Copy each line of the following data that contains "Kalørvej".
--- --- ---
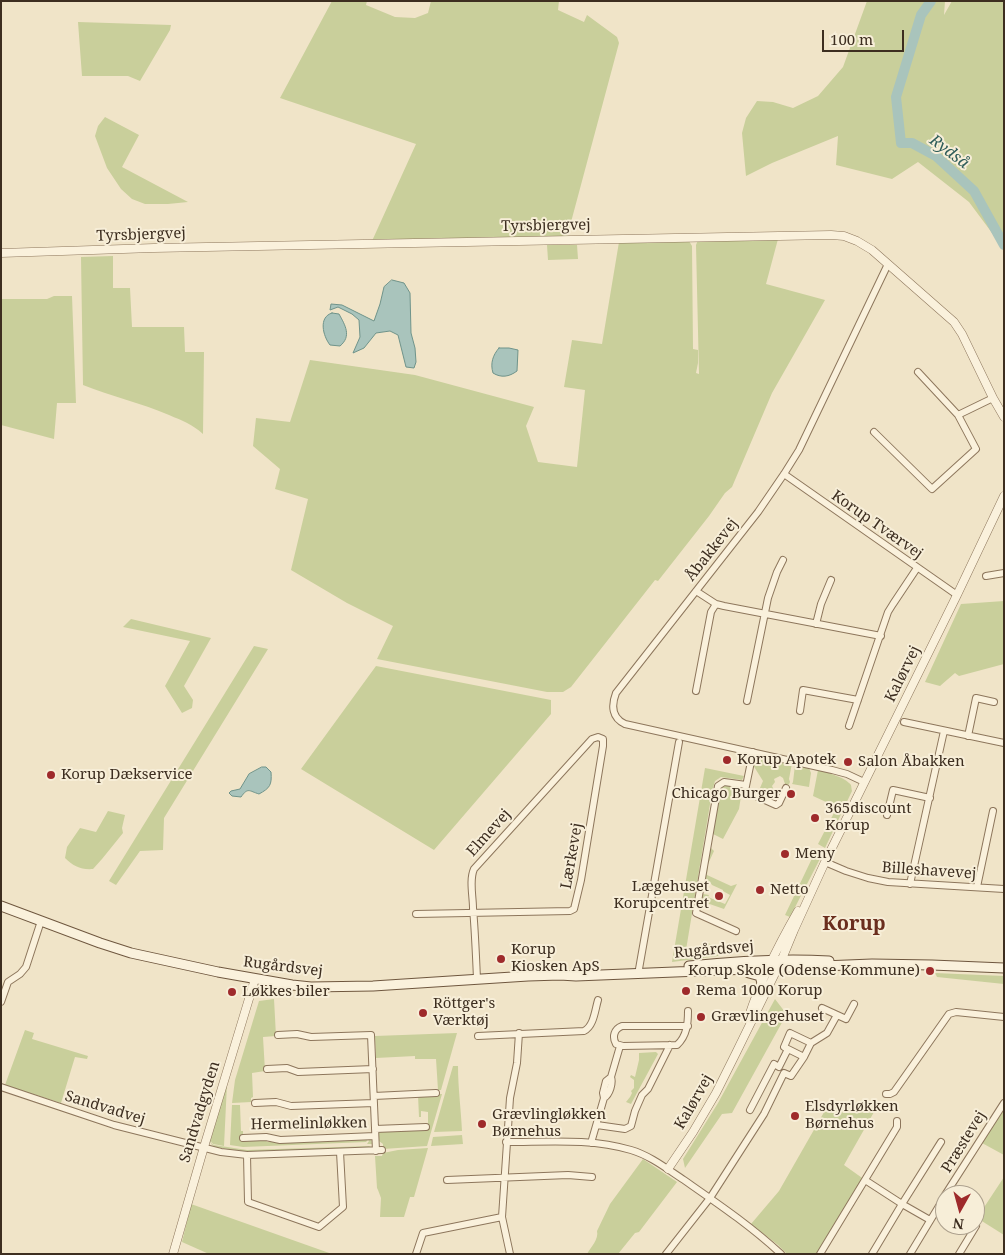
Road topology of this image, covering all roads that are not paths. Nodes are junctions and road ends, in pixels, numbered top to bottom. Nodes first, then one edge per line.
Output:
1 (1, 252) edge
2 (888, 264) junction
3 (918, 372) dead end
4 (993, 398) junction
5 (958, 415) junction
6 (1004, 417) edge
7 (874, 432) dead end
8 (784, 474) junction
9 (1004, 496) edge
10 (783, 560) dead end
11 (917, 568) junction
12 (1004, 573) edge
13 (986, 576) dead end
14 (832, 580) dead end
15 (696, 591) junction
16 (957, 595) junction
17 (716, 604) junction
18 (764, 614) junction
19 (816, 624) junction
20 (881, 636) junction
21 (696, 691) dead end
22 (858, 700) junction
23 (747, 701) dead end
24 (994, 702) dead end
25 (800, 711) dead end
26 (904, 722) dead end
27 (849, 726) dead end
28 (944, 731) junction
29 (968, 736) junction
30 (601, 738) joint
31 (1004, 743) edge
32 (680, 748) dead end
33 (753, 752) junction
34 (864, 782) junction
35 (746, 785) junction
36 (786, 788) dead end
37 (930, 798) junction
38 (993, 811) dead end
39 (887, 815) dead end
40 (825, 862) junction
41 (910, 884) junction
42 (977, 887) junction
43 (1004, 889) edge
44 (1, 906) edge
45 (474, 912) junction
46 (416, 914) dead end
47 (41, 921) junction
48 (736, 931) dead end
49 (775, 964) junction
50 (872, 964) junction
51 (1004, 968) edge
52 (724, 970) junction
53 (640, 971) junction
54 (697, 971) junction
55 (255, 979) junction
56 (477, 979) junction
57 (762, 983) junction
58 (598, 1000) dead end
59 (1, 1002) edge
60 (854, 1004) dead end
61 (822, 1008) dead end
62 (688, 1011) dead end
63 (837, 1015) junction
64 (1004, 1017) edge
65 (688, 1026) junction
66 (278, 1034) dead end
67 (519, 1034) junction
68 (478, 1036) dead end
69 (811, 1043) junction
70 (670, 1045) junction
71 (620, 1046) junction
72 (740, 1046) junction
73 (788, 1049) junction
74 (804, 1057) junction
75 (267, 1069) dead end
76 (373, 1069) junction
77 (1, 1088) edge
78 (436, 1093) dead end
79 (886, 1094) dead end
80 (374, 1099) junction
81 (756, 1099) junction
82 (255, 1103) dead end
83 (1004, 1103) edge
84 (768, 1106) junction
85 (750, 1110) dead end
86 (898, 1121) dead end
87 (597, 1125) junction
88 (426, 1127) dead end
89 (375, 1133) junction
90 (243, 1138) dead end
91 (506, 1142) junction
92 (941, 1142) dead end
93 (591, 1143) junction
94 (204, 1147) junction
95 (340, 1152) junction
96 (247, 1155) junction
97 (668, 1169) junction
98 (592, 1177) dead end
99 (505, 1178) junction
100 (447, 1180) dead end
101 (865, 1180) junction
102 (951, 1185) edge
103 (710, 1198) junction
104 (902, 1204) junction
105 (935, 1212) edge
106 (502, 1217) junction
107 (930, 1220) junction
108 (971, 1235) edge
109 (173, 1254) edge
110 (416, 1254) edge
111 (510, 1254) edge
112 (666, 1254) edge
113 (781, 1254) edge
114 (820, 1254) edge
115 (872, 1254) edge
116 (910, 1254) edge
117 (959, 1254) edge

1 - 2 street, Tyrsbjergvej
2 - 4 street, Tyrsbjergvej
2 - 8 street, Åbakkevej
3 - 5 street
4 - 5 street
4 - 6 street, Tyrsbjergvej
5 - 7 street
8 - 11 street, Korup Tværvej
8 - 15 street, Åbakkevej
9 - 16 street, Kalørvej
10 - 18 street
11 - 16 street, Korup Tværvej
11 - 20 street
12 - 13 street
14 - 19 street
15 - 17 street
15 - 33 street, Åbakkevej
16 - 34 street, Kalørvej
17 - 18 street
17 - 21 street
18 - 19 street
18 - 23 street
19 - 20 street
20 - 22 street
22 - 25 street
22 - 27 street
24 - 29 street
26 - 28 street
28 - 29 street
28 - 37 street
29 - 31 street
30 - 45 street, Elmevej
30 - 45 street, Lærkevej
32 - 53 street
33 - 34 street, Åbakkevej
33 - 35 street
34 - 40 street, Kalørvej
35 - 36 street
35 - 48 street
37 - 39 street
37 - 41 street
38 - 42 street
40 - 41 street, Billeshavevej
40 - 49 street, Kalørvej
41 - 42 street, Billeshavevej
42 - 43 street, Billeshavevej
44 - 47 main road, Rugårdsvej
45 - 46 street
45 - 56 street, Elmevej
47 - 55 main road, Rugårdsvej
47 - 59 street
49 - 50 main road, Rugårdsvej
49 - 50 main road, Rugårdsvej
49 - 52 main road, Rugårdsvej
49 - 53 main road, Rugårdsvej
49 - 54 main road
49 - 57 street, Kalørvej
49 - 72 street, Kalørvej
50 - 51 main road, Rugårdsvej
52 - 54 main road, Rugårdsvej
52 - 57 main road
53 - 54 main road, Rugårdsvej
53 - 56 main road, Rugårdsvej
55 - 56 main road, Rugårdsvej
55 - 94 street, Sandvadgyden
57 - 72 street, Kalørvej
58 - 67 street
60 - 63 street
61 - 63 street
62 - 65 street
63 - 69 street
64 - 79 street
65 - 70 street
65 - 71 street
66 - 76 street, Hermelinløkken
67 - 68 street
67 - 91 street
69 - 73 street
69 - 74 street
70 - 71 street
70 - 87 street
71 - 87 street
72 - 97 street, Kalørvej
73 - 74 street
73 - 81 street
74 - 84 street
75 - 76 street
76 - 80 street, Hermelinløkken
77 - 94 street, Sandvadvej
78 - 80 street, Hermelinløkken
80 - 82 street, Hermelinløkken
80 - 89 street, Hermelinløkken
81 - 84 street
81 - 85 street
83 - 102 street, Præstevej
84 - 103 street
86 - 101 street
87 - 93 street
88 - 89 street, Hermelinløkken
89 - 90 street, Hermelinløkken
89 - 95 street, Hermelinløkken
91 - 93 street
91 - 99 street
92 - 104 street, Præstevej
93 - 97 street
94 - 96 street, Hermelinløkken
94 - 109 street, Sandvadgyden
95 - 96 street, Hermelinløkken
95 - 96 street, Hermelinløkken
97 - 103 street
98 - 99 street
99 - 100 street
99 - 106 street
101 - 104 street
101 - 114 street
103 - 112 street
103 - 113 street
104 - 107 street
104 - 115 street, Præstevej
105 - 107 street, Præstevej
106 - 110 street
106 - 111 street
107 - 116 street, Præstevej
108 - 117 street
--- --- ---
▸ **Reply to the exercise**
9 - 16 street, Kalørvej
16 - 34 street, Kalørvej
34 - 40 street, Kalørvej
40 - 49 street, Kalørvej
49 - 57 street, Kalørvej
49 - 72 street, Kalørvej
57 - 72 street, Kalørvej
72 - 97 street, Kalørvej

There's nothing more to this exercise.